Plugin Vulnerability Scanner – Data Sources

  • WordPress.org Plugin API: retrieves plugin metadata including latest version, last updated date, rating, and active install count. Privacy Policy
  • WPAzleen API: private endpoint for known vulnerabilities by plugin and version. No sensitive data is transmitted. Privacy Policy
  • WPVulnerability.net: public API for CVE-based vulnerability data. Privacy Policy
  • National Vulnerability Database (NVD): official CVE data from NIST. Privacy Policy

All scans run locally using public metadata and vulnerability feeds. Activity Guard does not collect, store, or transmit any personal information during scans.

Freemius

Activity Guard uses the Freemius SDK for optional telemetry. No data is collected by default. Data collection only starts after you explicitly confirm in the admin notice.

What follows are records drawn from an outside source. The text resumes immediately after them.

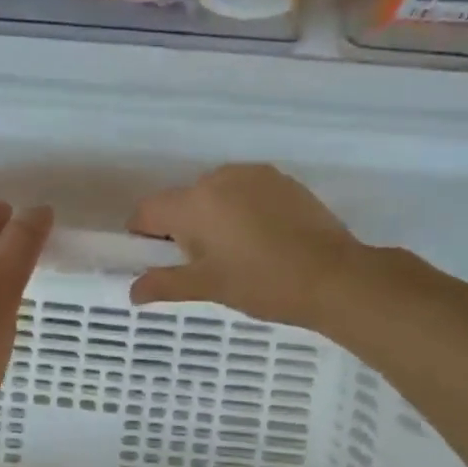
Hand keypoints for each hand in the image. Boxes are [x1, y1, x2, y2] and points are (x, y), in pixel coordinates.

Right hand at [128, 164, 364, 327]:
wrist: (335, 277)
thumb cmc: (262, 283)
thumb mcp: (208, 287)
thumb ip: (165, 284)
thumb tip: (133, 291)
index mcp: (194, 203)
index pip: (147, 211)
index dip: (143, 236)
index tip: (158, 260)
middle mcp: (219, 178)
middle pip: (182, 200)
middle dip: (182, 227)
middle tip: (203, 264)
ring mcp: (254, 175)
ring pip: (215, 194)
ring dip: (213, 216)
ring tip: (237, 252)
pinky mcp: (282, 180)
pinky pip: (245, 191)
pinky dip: (242, 210)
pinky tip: (263, 239)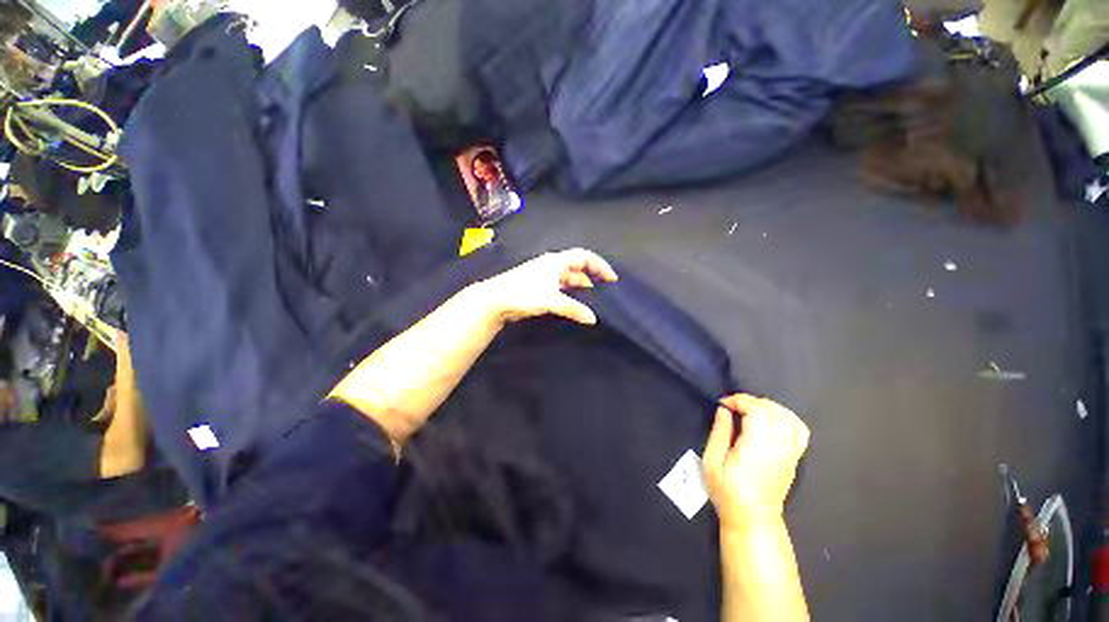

See the Freemius FAQ for details.

WPAzleen Settings API

Loads display settings for the Pro upgrade modal in the plugin admin area.

WPAzleen Privacy Policy

Source Code

The source files for all compiled/minified JavaScript and CSS in this plugin are publicly available at:

https://github.com/wpazleen/activity-guard

Build instructions:

  1. Clone the repository or direct visit the src directory.
  2. Run npm install in the root to install dependencies.
  3. Run npm run build to compile the JavaScript and CSS assets.
  4. The compiled files are output to build/.